Complementary distribution

In linguistics, complementary distribution, as opposed to comparative distribution and free variation, is a relationship between two different elements of the same kind, in which one element is in the same set of conditions, and the other element is in a non-overlapping (complementary) set of environments. This term often indicates that two seemingly different elements are the same linguistic unit at a deeper level, although more than two elements may be in complementary distribution with each other. Lets see here the Complementary distribution with examples

In phonology

Subsequent distribution is the distribution of phones in appropriate phonetic environments, in which one phone never appears in the same phonetic context as another. When two options are in complementary distribution, it is possible to predict when each of them will happen, because one can simply look at the environment in which the allophone is encountered. Secondary distribution usually applies to phonology, in which similar telephones in secondary distribution are usually allophones of the same phoneme.

For example, in English, [p] and [pʰ] are allophones of the phoneme / p / because they occur in the complementary distribution. [pʰ] always occurs when it is the beginning of a syllable followed by a stressed vowel (as in pin). [p] occurs in all other situations

(for example, in the word spin or in sip ‘ in colloquial pronunciation, with / ŋ / smoothed to / n /). There are cases where elements are in an alternate distribution but are not considered allophones. For example, English [h] and [ŋ] have an additional spread: [h] occurs only at the beginning of a syllable, and [ŋ] only at the end. However, due to the fact that they have so little in common in phonetic terms, they are still considered separate phonemes.

In morphology

Allomorph The concept of additional distribution is used in the analysis of word forms ( morphology ). Two different word forms ( allomorphs ) can actually be different “faces” of the same word ( morphemes ).

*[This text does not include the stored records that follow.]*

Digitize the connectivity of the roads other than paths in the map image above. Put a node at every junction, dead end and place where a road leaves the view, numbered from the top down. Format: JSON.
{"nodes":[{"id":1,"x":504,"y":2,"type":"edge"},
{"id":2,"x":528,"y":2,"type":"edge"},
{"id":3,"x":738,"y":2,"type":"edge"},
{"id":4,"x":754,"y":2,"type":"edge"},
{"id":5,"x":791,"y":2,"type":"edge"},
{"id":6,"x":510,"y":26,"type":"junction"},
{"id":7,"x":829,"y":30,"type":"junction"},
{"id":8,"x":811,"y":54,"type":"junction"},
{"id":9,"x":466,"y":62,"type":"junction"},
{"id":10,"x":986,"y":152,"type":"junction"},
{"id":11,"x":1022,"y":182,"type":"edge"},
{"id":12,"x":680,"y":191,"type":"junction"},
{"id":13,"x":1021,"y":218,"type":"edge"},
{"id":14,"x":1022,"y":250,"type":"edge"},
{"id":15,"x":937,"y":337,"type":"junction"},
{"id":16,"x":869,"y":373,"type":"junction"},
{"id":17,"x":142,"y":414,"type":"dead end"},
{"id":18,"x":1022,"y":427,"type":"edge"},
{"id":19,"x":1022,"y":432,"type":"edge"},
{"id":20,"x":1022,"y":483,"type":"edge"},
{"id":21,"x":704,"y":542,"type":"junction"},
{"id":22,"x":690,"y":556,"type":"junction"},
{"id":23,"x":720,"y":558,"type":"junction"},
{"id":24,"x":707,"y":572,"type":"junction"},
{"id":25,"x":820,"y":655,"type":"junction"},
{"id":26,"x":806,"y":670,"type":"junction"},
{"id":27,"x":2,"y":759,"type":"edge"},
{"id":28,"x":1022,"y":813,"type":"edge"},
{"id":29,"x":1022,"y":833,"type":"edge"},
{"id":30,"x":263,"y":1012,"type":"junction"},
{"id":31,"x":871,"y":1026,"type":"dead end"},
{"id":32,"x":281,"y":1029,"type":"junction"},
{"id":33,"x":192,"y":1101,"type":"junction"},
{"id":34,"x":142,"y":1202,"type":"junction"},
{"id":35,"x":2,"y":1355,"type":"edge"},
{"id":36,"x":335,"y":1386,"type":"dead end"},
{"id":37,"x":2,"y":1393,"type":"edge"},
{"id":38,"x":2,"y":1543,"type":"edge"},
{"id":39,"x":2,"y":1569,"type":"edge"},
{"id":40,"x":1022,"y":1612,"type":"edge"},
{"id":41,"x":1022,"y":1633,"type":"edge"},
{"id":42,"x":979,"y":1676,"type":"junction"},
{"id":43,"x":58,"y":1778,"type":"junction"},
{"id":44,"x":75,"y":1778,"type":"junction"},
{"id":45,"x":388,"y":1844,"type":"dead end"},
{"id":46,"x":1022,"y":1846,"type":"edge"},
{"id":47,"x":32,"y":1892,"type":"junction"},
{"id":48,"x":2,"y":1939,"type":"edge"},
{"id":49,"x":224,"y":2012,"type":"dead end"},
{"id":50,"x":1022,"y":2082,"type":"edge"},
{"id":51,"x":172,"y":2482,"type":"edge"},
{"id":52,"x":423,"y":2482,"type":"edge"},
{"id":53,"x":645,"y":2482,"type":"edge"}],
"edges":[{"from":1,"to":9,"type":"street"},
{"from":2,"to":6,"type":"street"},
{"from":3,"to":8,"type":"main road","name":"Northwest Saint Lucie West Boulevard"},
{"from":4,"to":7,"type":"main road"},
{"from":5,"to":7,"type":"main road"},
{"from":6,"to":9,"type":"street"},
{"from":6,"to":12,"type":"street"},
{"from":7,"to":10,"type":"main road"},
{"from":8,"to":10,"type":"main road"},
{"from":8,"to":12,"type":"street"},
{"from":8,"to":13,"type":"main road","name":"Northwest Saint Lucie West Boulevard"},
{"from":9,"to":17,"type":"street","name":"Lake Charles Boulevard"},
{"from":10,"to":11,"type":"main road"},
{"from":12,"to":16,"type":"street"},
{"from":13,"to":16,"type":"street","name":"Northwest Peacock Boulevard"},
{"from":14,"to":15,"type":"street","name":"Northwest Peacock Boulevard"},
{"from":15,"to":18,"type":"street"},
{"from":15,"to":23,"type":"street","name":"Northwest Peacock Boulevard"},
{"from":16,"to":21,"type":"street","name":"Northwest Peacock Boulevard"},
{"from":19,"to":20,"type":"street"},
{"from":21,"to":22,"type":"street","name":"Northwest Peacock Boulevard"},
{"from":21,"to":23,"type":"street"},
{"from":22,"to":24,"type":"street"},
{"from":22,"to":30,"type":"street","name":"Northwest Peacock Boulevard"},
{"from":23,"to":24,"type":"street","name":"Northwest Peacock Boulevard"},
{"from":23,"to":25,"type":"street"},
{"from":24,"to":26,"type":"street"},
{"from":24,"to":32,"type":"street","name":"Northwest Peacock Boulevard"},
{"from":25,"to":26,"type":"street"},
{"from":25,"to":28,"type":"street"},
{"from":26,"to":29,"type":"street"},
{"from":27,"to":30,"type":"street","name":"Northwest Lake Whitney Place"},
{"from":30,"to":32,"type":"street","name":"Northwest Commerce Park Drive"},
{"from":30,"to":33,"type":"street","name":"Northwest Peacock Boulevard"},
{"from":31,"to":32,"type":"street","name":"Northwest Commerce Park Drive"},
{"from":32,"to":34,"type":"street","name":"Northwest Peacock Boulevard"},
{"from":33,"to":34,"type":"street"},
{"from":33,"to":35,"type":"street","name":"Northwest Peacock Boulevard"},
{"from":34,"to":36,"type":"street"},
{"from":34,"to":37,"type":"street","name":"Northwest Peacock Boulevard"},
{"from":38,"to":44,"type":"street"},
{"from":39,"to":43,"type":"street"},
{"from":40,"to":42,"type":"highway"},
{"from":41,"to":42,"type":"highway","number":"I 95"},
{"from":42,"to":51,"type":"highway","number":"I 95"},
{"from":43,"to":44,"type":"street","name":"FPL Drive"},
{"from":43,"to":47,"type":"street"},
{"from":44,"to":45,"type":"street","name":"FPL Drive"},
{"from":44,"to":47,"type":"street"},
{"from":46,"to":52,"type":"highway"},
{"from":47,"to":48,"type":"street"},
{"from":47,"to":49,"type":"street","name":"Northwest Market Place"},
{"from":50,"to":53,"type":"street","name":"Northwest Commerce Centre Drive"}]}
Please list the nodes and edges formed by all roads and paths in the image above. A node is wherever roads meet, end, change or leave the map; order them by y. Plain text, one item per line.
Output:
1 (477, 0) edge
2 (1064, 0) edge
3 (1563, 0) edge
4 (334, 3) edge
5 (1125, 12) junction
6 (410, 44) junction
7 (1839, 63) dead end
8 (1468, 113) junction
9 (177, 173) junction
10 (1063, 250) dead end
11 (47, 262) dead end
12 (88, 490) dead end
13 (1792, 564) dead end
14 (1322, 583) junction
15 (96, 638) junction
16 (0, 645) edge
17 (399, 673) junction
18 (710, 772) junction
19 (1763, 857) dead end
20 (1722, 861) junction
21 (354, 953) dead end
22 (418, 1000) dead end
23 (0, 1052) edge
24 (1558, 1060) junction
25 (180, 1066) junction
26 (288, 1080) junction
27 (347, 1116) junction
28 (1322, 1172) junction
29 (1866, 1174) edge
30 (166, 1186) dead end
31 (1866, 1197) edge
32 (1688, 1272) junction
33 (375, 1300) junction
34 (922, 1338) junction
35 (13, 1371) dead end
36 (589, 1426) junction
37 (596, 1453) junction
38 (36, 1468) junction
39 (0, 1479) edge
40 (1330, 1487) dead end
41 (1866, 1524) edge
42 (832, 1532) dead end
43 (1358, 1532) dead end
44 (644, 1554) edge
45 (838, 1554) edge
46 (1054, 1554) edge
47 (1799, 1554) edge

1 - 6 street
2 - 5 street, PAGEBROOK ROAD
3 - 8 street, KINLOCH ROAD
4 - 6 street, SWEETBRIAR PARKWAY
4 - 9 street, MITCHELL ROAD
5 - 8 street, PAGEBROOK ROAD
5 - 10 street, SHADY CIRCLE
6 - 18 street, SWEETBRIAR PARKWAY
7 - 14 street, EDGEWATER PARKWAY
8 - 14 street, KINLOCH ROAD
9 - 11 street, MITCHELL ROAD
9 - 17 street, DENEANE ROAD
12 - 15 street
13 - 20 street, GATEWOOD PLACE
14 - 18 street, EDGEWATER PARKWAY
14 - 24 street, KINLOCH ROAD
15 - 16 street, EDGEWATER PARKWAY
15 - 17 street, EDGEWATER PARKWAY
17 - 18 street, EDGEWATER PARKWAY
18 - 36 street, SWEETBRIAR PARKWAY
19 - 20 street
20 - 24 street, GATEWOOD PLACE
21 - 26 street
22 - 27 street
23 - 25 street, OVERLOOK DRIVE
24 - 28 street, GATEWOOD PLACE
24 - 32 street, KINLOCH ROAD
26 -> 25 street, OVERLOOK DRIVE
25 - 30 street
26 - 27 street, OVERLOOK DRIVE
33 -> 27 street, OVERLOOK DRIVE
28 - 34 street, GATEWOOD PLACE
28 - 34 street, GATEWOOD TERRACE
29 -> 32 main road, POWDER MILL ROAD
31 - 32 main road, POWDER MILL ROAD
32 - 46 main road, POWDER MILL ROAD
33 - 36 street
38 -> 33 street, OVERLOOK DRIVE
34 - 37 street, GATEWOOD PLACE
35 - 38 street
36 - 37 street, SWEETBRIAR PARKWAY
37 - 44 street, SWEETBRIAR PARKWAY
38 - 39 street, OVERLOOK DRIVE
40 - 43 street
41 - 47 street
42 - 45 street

An example is the English indefinite articles a and an. Uses of aardvark and bear are grammatical, but uses ** aardvark and bear are not grammatical (as indicated by the ** sign in linguistics). The form is used before a word that starts with a vowel. This can be referred to as “__ V”. The form is used before a word that starts with a consonant. This can be referred to as “__ C”. The “distribution” (use depending on the environment) of the an and a form is “optional” due to three factors: used if not used;  used if not used;  both environments together encompass every valid potential word environment. The forms and work together as a team and take care of every case (environment) in which the English indefinite article is used, that is, there are two different “forms” of the same “word” instead of two different words.